CIÊNCIA E MAGIA NA IDADE MÉDIA: FUSÃO OU DICOTOMIA?

Mirtes Emília Pinheiro

Resumo


Separar ou juntar ciência e magia na Idade Média não é uma tarefa fácil. Assim, partimos do pressuposto que a magia esteja conectada à realidade humana desde seus primórdios e sua utilidade visa uma conexão do homem com as forças da natureza, no intuito de utilizá-las ou manipulá-las em prol da realização de seus desejos e vontades. Quanto ao conceito de ciência, embora apresente uma gama variada de definições, optamos por considerá-la como conhecimentos humanos avaliados no seu todo, segundo a sua natureza e progresso.

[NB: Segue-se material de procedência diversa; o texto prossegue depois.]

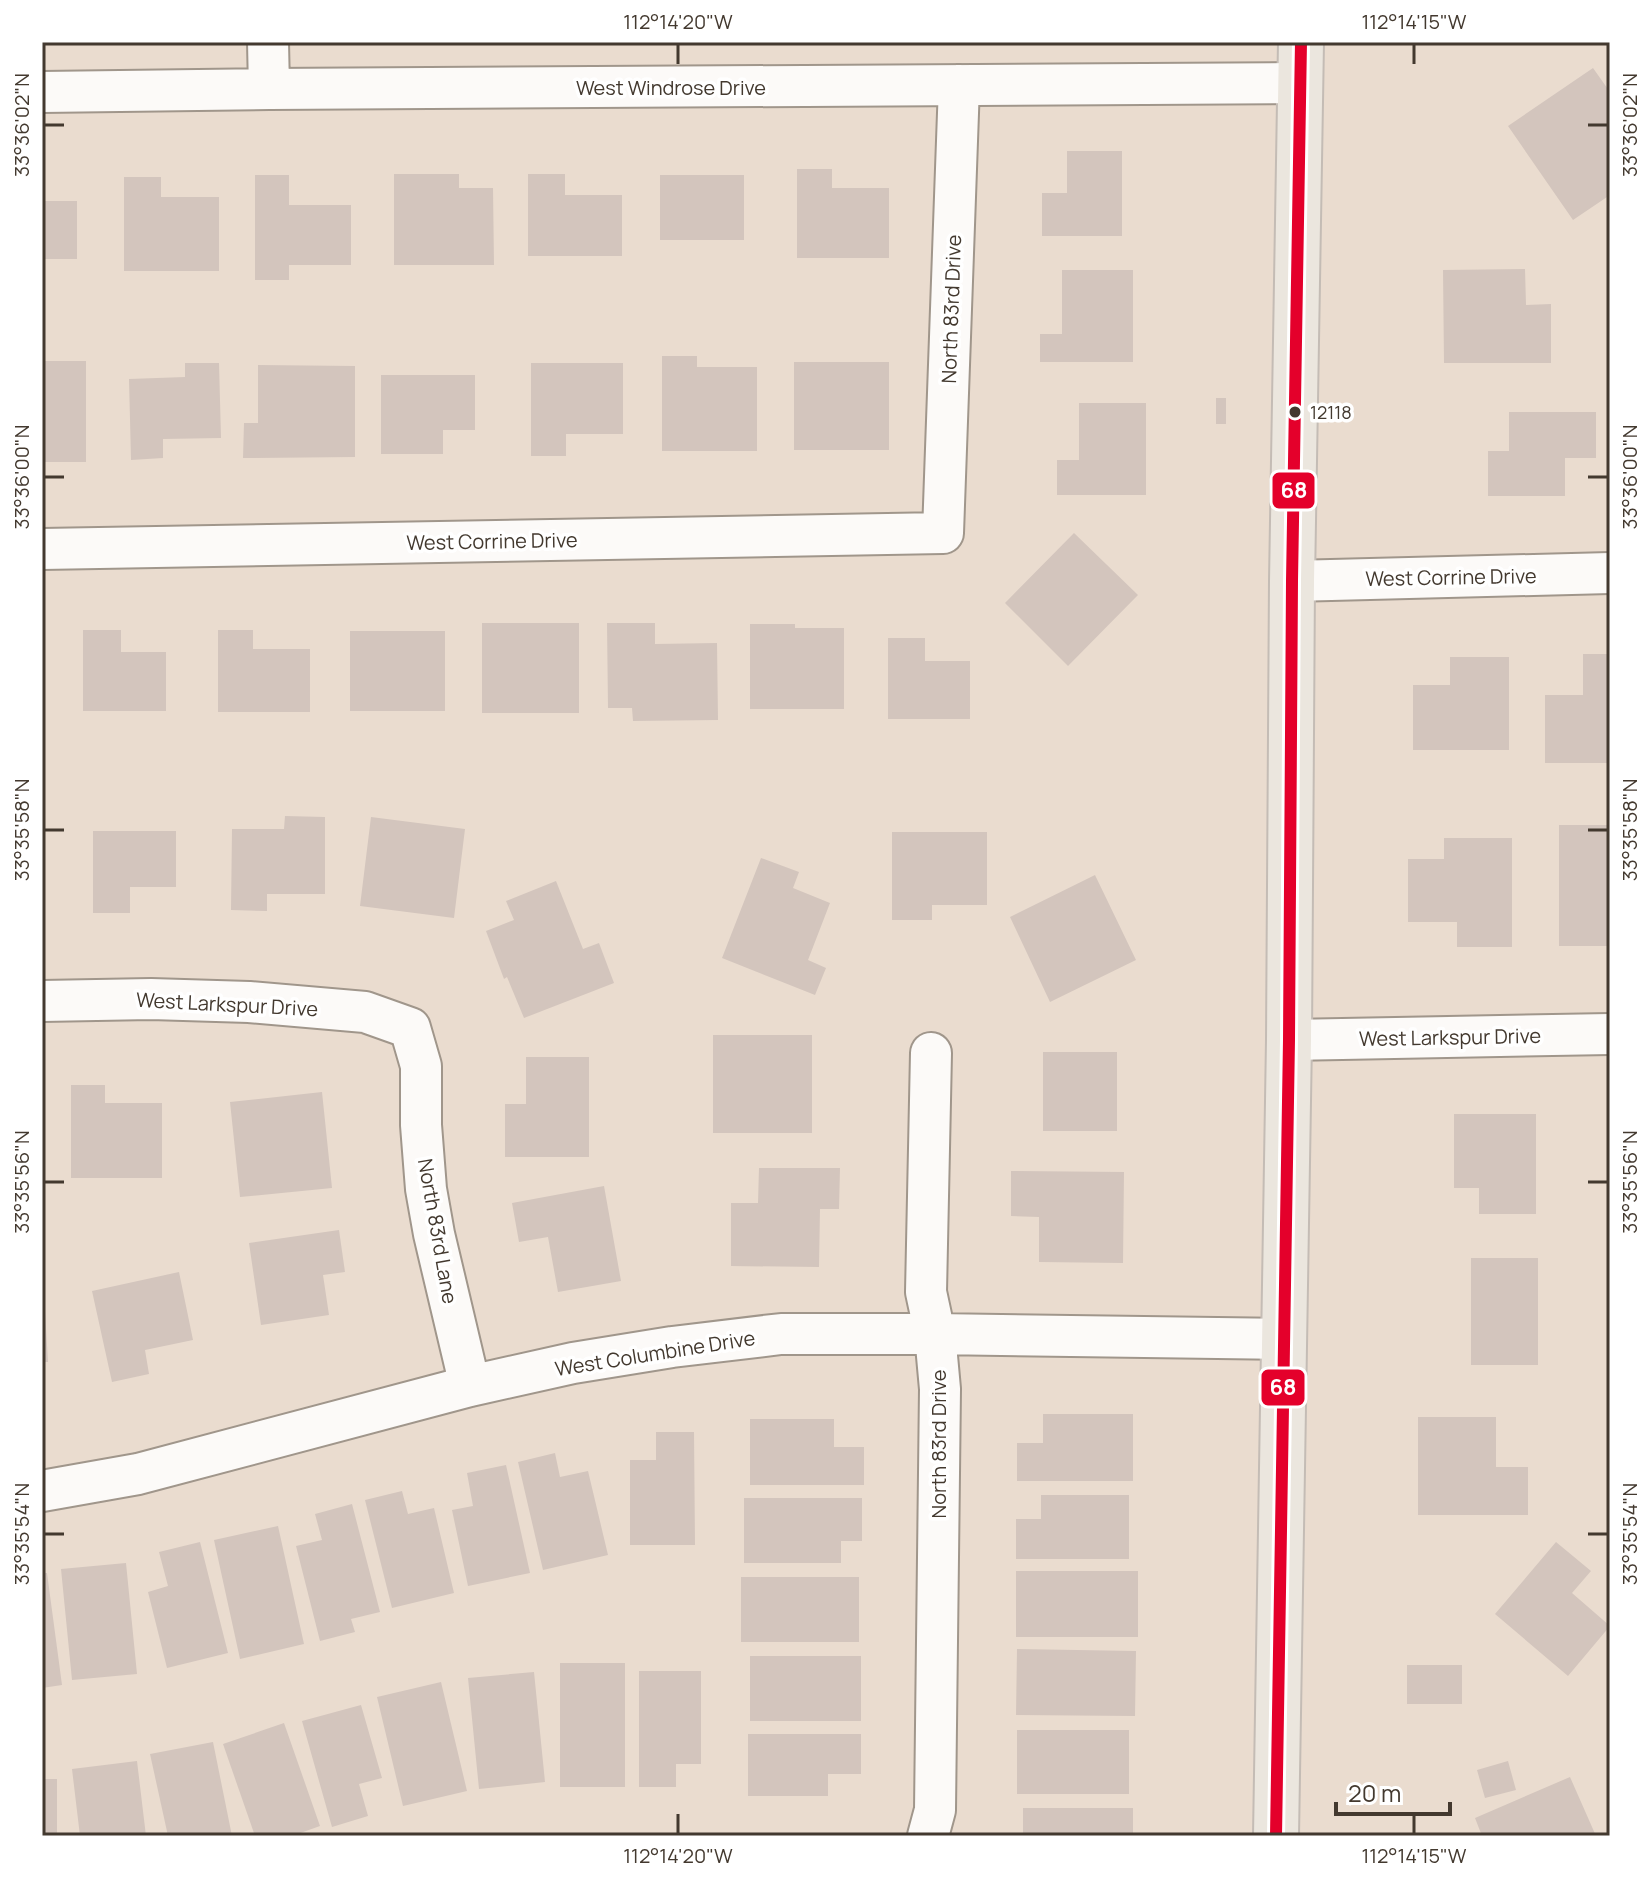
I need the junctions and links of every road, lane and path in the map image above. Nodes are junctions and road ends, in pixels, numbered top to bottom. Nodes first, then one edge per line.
1 (268, 42) edge
2 (1301, 63) edge
3 (959, 85) junction
4 (269, 89) junction
5 (42, 92) edge
6 (943, 533) joint
7 (42, 549) edge
8 (1610, 573) edge
9 (1292, 581) junction
10 (42, 1001) edge
11 (410, 1028) joint
12 (1610, 1034) edge
13 (1289, 1040) junction
14 (931, 1053) dead end
15 (935, 1334) junction
16 (1283, 1339) junction
17 (470, 1386) junction
18 (42, 1491) edge
19 (928, 1836) edge
20 (1276, 1836) edge

1 - 4 street
2 - 3 street, West Windrose Drive
2 - 9 main road
3 - 4 street, West Windrose Drive
3 - 6 street, North 83rd Drive
4 - 5 street, West Windrose Drive
6 - 7 street, West Corrine Drive
8 - 9 street, West Corrine Drive
9 - 13 main road
10 - 11 street, West Larkspur Drive
11 - 17 street, North 83rd Lane
12 - 13 street, West Larkspur Drive
13 - 16 main road
14 - 15 street, North 83rd Drive
15 - 16 street, West Columbine Drive
15 - 17 street, West Columbine Drive
15 - 19 street, North 83rd Drive
16 - 20 main road
17 - 18 street, West Columbine Drive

Poder-se-ia dizer que a magia foi uma precursora da ciência empírica. Tanto os sacerdotes cristãos quanto os pagãos desejavam controlar as forças da natureza, no entanto, diante da impetuosidade dela, se conscientizavam de sua incapacidade de fazê-lo. Podia-se fazer oferenda aos deuses pagãos ou ao Deus uno dos cristãos, mas frente a uma situação calamitosa era difícil conter os fenômenos naturais, vistos em muitas ocasiões como castigos impostos aos homens. Em parte os rituais mágicos eram feitos para aliviar o sentimento de vulnerabilidade, quando ficavam à mercê das fatalidades que eventualmente os acometiam.